Décision INPI, 8 décembre 2022, NL 21-0266 (NL20210266)
Association Covidtracker et M. R c. M. A

 

[1] Sur la question de la nullité d’une marque pour contrariété à l’ordre public, voir également : Décision INPI, 10 nov. 2020, Y c. X, NL20-0024 (NL20200024 ; PIBD 2020, 1150-III-6).

[2] Sur le dépôt de mauvaise foi, voir l’étude intitulée « De la fraude à la mauvaise foi : un passage de relais ou une continuité en matière de nullité du dépôt d'une marque française ? » de C. Martin (PIBD 2022, 1175-II-1) et la chronique intitulée « Marque déposée de mauvaise foi : quelles nouveautés depuis la réforme du droit des marques ? » de M. Junagage (RJDA, déc. 2022, Doctrine, p. 7).
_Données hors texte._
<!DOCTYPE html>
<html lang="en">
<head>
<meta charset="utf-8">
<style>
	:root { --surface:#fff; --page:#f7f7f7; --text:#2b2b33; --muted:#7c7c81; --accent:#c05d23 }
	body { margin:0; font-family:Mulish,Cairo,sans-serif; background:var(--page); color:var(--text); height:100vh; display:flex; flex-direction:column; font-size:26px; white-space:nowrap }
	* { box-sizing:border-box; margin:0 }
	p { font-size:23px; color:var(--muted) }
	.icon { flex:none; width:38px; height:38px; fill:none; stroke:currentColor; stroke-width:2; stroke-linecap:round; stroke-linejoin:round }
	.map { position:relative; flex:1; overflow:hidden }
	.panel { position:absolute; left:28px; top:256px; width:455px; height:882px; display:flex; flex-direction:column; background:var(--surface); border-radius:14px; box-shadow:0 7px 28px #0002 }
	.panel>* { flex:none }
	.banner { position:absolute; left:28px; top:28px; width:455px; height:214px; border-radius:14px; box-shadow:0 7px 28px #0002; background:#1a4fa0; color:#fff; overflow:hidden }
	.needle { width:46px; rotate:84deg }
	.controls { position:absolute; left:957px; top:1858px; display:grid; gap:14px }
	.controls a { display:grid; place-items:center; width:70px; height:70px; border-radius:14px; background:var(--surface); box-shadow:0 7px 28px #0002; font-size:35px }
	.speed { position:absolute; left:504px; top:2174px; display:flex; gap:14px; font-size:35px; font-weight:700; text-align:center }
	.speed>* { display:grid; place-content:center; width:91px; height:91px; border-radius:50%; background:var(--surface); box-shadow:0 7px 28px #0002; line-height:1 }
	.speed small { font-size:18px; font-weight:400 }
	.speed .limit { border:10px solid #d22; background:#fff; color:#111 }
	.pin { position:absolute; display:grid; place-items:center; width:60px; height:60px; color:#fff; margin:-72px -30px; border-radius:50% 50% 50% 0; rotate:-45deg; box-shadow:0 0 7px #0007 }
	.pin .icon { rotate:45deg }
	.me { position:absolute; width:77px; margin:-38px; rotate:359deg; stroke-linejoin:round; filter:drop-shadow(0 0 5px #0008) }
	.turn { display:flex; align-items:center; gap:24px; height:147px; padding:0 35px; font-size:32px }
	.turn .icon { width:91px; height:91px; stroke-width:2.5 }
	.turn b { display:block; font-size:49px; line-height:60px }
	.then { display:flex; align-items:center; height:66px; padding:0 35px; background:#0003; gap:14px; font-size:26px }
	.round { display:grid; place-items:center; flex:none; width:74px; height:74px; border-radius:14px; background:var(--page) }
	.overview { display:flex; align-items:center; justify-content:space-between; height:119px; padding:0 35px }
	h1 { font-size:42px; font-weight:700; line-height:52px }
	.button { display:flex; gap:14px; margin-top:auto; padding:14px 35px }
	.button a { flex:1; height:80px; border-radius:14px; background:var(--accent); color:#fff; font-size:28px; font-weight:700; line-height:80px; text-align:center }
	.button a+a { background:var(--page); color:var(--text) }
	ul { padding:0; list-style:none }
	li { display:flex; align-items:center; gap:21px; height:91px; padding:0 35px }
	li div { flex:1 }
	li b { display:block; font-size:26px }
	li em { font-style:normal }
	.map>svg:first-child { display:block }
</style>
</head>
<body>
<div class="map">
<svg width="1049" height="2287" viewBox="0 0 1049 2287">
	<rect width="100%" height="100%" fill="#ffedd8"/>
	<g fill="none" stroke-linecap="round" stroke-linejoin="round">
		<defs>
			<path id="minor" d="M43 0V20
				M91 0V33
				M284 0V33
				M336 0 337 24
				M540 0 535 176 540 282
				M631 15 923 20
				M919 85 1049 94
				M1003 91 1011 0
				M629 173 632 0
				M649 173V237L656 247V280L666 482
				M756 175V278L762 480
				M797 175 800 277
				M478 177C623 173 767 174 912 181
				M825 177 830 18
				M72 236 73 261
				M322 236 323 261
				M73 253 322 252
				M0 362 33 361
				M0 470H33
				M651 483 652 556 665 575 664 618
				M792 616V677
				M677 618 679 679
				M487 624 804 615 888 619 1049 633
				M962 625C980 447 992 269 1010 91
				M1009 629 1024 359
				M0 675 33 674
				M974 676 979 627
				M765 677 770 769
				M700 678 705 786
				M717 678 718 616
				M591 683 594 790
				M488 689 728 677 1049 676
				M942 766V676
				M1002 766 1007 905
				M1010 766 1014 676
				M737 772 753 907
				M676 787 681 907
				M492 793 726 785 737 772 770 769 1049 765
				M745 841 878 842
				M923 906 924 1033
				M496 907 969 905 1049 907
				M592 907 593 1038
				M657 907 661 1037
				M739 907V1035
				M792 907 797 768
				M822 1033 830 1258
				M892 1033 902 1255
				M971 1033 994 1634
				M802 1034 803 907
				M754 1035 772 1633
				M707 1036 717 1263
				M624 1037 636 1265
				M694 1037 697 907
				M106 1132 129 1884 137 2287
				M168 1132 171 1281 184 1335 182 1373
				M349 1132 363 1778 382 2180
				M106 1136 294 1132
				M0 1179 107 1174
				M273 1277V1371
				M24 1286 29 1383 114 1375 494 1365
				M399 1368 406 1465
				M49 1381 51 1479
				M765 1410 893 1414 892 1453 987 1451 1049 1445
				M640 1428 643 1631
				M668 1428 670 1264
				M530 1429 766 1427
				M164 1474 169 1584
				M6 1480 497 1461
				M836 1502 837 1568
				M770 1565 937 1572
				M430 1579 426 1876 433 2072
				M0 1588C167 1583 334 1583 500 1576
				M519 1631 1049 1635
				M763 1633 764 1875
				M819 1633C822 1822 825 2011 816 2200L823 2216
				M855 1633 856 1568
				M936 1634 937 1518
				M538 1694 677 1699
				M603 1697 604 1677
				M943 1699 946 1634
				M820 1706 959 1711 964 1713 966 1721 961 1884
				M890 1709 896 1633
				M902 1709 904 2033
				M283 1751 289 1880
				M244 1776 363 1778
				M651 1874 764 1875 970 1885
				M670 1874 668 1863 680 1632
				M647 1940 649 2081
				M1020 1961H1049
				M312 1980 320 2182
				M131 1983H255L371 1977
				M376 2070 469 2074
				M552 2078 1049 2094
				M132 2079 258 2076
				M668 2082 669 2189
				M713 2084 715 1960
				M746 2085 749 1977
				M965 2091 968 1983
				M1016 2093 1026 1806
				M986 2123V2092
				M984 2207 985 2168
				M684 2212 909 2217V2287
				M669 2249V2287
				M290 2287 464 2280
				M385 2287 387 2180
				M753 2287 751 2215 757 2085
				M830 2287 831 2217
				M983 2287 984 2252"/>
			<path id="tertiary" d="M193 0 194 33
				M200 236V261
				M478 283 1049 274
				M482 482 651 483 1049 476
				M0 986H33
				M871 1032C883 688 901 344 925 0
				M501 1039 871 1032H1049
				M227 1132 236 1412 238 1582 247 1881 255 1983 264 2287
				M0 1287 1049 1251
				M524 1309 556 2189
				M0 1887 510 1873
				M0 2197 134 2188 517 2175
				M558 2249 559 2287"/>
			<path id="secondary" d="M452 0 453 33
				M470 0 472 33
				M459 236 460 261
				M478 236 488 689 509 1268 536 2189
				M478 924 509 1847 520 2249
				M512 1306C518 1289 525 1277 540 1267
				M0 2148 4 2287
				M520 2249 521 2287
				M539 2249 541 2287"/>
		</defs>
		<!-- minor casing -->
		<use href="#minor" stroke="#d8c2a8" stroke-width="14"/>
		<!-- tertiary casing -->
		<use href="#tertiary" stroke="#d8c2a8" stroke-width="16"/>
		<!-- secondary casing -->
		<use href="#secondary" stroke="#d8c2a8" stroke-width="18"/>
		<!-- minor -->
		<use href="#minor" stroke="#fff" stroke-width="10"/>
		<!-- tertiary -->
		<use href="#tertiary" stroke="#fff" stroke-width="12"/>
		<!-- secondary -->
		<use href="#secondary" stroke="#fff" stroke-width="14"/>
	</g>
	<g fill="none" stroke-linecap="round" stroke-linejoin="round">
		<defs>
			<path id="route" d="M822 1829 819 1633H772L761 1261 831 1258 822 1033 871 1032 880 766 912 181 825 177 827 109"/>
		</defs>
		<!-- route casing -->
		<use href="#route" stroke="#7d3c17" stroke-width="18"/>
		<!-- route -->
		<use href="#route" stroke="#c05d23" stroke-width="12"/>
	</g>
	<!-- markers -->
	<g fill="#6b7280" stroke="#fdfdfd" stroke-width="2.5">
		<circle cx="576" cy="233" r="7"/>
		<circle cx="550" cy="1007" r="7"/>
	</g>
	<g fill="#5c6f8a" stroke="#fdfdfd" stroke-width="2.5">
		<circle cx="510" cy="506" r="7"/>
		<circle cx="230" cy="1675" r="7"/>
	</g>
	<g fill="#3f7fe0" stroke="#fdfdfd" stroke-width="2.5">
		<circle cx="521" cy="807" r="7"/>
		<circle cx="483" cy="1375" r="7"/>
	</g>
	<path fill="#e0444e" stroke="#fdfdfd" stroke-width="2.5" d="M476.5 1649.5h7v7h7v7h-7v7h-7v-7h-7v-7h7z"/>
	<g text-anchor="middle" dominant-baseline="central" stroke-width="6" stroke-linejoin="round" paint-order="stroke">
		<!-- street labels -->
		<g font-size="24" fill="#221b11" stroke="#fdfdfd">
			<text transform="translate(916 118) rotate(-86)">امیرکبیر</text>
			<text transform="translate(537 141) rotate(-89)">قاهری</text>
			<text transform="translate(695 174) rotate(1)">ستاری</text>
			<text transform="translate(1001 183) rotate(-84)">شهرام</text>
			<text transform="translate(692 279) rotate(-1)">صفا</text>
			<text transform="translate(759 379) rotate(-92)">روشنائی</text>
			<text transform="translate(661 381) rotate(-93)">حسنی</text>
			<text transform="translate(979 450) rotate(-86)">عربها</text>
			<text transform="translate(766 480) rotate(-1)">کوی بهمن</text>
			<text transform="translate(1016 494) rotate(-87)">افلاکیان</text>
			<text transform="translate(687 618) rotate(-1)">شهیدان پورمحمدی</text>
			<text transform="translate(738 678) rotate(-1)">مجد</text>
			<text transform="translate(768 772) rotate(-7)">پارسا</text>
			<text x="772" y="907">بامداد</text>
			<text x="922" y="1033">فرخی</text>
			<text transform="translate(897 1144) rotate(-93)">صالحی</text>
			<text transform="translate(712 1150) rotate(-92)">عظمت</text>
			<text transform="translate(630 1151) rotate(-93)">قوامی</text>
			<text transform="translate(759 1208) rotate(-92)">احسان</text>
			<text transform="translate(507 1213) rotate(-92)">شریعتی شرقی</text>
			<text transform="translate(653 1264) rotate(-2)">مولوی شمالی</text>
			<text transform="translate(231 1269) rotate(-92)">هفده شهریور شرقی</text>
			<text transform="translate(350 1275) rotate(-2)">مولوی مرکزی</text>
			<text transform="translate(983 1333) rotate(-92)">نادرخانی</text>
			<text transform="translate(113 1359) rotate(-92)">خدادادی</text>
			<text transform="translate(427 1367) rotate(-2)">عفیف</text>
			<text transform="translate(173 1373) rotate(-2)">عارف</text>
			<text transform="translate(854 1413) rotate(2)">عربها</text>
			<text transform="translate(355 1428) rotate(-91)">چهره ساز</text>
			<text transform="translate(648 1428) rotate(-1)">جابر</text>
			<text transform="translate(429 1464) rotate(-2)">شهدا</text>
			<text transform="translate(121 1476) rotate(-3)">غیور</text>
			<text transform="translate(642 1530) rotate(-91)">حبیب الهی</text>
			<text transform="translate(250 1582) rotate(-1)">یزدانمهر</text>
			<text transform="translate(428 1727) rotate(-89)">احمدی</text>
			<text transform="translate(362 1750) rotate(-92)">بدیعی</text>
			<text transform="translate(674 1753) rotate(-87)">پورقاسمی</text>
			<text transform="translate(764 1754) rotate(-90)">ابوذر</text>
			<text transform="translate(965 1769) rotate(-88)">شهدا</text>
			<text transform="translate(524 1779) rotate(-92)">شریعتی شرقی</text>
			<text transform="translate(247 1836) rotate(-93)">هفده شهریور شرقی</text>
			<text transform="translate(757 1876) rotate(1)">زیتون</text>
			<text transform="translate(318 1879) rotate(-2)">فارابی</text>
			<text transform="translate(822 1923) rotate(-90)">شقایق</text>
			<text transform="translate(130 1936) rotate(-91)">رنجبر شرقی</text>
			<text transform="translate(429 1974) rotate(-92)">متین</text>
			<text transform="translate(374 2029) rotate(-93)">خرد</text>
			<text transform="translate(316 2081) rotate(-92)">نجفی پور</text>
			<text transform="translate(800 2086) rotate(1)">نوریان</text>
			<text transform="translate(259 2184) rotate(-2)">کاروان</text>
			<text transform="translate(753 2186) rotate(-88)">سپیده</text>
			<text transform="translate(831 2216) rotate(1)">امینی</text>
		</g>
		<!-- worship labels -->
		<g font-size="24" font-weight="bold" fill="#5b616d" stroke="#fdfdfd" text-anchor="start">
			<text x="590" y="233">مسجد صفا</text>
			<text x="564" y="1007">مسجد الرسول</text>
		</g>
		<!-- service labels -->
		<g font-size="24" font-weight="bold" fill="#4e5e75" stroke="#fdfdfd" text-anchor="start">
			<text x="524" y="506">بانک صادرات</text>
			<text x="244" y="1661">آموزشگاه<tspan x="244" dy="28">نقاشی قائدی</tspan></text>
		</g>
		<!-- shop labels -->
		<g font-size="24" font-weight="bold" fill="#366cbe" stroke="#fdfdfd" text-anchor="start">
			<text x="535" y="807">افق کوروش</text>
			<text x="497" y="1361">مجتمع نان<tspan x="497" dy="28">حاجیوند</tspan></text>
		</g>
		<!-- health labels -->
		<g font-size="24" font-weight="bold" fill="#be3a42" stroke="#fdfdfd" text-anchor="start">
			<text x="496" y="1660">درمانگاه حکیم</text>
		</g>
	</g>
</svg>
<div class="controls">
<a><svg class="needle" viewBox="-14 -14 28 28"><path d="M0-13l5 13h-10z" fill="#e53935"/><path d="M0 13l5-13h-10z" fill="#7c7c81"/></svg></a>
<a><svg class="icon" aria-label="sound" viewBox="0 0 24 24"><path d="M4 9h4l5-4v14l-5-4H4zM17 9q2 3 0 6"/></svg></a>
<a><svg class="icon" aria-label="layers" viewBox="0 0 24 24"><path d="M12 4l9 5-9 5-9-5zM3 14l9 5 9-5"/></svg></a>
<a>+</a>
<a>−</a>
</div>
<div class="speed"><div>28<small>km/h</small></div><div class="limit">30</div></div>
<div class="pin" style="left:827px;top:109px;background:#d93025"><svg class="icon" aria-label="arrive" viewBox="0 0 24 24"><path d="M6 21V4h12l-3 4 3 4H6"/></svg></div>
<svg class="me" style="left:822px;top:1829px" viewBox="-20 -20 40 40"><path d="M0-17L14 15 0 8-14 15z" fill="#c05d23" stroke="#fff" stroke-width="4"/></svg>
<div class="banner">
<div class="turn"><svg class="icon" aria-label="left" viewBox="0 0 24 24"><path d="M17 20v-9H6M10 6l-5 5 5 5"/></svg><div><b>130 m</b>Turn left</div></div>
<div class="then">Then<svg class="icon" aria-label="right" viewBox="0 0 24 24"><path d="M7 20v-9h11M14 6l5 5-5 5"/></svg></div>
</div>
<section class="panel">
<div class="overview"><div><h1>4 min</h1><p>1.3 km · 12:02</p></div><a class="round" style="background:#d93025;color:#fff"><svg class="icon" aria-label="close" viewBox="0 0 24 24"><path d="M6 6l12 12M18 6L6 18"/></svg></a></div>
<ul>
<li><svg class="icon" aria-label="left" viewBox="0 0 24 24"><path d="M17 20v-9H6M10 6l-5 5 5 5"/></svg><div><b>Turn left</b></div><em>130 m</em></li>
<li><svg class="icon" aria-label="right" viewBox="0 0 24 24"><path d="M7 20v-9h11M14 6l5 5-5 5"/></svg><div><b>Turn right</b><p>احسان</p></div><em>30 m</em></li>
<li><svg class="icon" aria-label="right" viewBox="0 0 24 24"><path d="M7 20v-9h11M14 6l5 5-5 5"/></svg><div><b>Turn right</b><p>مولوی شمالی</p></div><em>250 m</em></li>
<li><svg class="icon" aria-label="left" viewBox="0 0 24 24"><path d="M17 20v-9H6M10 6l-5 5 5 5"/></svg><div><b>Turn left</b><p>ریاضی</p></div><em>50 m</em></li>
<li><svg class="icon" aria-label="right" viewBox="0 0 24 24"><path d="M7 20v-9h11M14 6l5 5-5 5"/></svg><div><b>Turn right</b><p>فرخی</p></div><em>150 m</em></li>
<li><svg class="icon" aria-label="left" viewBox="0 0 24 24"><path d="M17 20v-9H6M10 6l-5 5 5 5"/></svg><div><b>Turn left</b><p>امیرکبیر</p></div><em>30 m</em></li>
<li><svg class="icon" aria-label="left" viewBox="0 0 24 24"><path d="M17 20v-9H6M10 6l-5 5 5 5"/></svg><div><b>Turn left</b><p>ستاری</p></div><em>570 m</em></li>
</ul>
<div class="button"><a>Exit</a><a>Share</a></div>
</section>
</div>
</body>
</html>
[3] CJUE, 4e ch., 29 janv. 2020, Sky PLC, C-371/18 (M20200025 ; PIBD 2020, 1139-III-3 avec une note de C. Martin ; Propr. industr., avr. 2020, chron. 3, J. Canlorbe ; Propr. industr., mai 2020, étude 12, V. Ruzek et A. Folliard-Monguiral ; RTDCom., 2, avr-juin 2020, p. 332, J. Passa ; Propr. industr., 11, nov. 2020, chron. 10, C. Le Goffic) ; CJUE, 5e ch., 27 juin 2013, Malaysia Dairy Industries Pte, C-320/12 (M20130340 ; PIBD 2013, 990, III-1393 ; Europe, août-sept. 2013, p. 51, L. Idot ; Légipresse, 310, 2013, p. 637, Y. Basire ; Comm. com. électr., 10, oct. 2013, p. 27, C. Caron ; Propr. industr., nov. 2020, chron. 10, Y. Basire).